■ Problem details ■
Your answer must be an exact copy of the data below.

Stored items:
※ ※ ※
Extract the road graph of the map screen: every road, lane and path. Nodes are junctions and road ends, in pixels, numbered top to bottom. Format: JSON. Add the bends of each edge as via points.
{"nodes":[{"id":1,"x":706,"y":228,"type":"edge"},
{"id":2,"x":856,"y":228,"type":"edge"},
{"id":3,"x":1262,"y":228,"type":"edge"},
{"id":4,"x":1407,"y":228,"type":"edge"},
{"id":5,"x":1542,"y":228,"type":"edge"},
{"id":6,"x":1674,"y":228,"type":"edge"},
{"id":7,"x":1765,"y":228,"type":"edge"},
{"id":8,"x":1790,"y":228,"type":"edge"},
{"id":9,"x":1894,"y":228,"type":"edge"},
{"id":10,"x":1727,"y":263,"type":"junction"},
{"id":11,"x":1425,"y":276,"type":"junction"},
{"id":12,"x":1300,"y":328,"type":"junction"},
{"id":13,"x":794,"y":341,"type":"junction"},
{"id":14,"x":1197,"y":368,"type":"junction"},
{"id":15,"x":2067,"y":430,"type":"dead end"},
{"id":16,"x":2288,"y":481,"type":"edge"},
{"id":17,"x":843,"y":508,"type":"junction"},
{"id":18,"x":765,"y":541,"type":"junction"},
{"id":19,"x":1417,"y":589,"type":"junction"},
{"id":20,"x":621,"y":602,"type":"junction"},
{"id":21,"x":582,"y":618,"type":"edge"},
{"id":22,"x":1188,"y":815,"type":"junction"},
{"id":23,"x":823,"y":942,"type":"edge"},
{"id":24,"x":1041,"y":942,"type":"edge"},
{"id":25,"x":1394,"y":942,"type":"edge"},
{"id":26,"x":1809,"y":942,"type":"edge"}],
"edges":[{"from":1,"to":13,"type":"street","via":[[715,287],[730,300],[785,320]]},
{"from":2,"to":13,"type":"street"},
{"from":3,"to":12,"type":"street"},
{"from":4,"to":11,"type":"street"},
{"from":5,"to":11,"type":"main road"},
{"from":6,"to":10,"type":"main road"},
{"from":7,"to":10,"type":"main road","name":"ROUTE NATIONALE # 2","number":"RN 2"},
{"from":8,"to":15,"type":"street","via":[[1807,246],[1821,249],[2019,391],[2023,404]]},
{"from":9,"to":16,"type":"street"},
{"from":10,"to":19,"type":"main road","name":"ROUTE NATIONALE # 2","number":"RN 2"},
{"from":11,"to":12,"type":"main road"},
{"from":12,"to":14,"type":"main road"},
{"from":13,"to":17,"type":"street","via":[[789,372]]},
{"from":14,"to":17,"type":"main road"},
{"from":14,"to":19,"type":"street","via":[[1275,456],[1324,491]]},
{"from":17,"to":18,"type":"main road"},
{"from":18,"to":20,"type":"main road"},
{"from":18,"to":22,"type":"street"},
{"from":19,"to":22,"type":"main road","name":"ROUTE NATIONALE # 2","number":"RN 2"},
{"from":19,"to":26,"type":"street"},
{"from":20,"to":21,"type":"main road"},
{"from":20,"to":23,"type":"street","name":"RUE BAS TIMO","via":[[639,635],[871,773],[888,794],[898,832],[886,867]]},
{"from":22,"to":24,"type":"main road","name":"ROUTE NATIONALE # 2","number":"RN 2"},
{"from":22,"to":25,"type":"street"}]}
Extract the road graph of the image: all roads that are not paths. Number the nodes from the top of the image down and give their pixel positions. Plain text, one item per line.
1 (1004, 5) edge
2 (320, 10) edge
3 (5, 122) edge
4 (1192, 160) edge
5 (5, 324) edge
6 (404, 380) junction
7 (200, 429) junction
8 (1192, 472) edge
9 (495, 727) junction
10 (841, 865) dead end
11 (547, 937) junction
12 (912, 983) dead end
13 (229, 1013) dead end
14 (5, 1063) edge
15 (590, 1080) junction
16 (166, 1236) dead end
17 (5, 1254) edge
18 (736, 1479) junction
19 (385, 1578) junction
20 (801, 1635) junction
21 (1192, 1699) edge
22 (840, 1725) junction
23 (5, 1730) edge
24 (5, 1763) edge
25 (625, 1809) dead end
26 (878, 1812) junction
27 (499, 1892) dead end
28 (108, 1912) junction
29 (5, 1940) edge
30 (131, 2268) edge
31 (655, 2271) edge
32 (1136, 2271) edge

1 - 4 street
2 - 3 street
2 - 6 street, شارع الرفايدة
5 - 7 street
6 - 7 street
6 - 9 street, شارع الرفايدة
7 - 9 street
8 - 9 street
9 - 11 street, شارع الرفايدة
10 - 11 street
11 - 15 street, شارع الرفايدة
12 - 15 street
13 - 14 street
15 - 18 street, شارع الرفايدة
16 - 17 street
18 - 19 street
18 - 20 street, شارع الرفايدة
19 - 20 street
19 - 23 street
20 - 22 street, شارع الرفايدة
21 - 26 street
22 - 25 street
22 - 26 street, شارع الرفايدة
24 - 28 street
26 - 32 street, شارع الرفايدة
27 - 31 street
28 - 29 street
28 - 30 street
※ ※ ※
■ Completed exercise ■
Extract the road graph of the map screen: every road, lane and path. Nodes are junctions and road ends, in pixels, numbered top to bottom. Format: JSON. Add the bends of each edge as via points.
{"nodes":[{"id":1,"x":706,"y":228,"type":"edge"},
{"id":2,"x":856,"y":228,"type":"edge"},
{"id":3,"x":1262,"y":228,"type":"edge"},
{"id":4,"x":1407,"y":228,"type":"edge"},
{"id":5,"x":1542,"y":228,"type":"edge"},
{"id":6,"x":1674,"y":228,"type":"edge"},
{"id":7,"x":1765,"y":228,"type":"edge"},
{"id":8,"x":1790,"y":228,"type":"edge"},
{"id":9,"x":1894,"y":228,"type":"edge"},
{"id":10,"x":1727,"y":263,"type":"junction"},
{"id":11,"x":1425,"y":276,"type":"junction"},
{"id":12,"x":1300,"y":328,"type":"junction"},
{"id":13,"x":794,"y":341,"type":"junction"},
{"id":14,"x":1197,"y":368,"type":"junction"},
{"id":15,"x":2067,"y":430,"type":"dead end"},
{"id":16,"x":2288,"y":481,"type":"edge"},
{"id":17,"x":843,"y":508,"type":"junction"},
{"id":18,"x":765,"y":541,"type":"junction"},
{"id":19,"x":1417,"y":589,"type":"junction"},
{"id":20,"x":621,"y":602,"type":"junction"},
{"id":21,"x":582,"y":618,"type":"edge"},
{"id":22,"x":1188,"y":815,"type":"junction"},
{"id":23,"x":823,"y":942,"type":"edge"},
{"id":24,"x":1041,"y":942,"type":"edge"},
{"id":25,"x":1394,"y":942,"type":"edge"},
{"id":26,"x":1809,"y":942,"type":"edge"}],
"edges":[{"from":1,"to":13,"type":"street","via":[[715,287],[730,300],[785,320]]},
{"from":2,"to":13,"type":"street"},
{"from":3,"to":12,"type":"street"},
{"from":4,"to":11,"type":"street"},
{"from":5,"to":11,"type":"main road"},
{"from":6,"to":10,"type":"main road"},
{"from":7,"to":10,"type":"main road","name":"ROUTE NATIONALE # 2","number":"RN 2"},
{"from":8,"to":15,"type":"street","via":[[1807,246],[1821,249],[2019,391],[2023,404]]},
{"from":9,"to":16,"type":"street"},
{"from":10,"to":19,"type":"main road","name":"ROUTE NATIONALE # 2","number":"RN 2"},
{"from":11,"to":12,"type":"main road"},
{"from":12,"to":14,"type":"main road"},
{"from":13,"to":17,"type":"street","via":[[789,372]]},
{"from":14,"to":17,"type":"main road"},
{"from":14,"to":19,"type":"street","via":[[1275,456],[1324,491]]},
{"from":17,"to":18,"type":"main road"},
{"from":18,"to":20,"type":"main road"},
{"from":18,"to":22,"type":"street"},
{"from":19,"to":22,"type":"main road","name":"ROUTE NATIONALE # 2","number":"RN 2"},
{"from":19,"to":26,"type":"street"},
{"from":20,"to":21,"type":"main road"},
{"from":20,"to":23,"type":"street","name":"RUE BAS TIMO","via":[[639,635],[871,773],[888,794],[898,832],[886,867]]},
{"from":22,"to":24,"type":"main road","name":"ROUTE NATIONALE # 2","number":"RN 2"},
{"from":22,"to":25,"type":"street"}]}
Extract the road graph of the image: all roads that are not paths. Number the nodes from the top of the image down and give their pixel positions. Plain text, one item per line.
1 (1004, 5) edge
2 (320, 10) edge
3 (5, 122) edge
4 (1192, 160) edge
5 (5, 324) edge
6 (404, 380) junction
7 (200, 429) junction
8 (1192, 472) edge
9 (495, 727) junction
10 (841, 865) dead end
11 (547, 937) junction
12 (912, 983) dead end
13 (229, 1013) dead end
14 (5, 1063) edge
15 (590, 1080) junction
16 (166, 1236) dead end
17 (5, 1254) edge
18 (736, 1479) junction
19 (385, 1578) junction
20 (801, 1635) junction
21 (1192, 1699) edge
22 (840, 1725) junction
23 (5, 1730) edge
24 (5, 1763) edge
25 (625, 1809) dead end
26 (878, 1812) junction
27 (499, 1892) dead end
28 (108, 1912) junction
29 (5, 1940) edge
30 (131, 2268) edge
31 (655, 2271) edge
32 (1136, 2271) edge

1 - 4 street
2 - 3 street
2 - 6 street, شارع الرفايدة
5 - 7 street
6 - 7 street
6 - 9 street, شارع الرفايدة
7 - 9 street
8 - 9 street
9 - 11 street, شارع الرفايدة
10 - 11 street
11 - 15 street, شارع الرفايدة
12 - 15 street
13 - 14 street
15 - 18 street, شارع الرفايدة
16 - 17 street
18 - 19 street
18 - 20 street, شارع الرفايدة
19 - 20 street
19 - 23 street
20 - 22 street, شارع الرفايدة
21 - 26 street
22 - 25 street
22 - 26 street, شارع الرفايدة
24 - 28 street
26 - 32 street, شارع الرفايدة
27 - 31 street
28 - 29 street
28 - 30 street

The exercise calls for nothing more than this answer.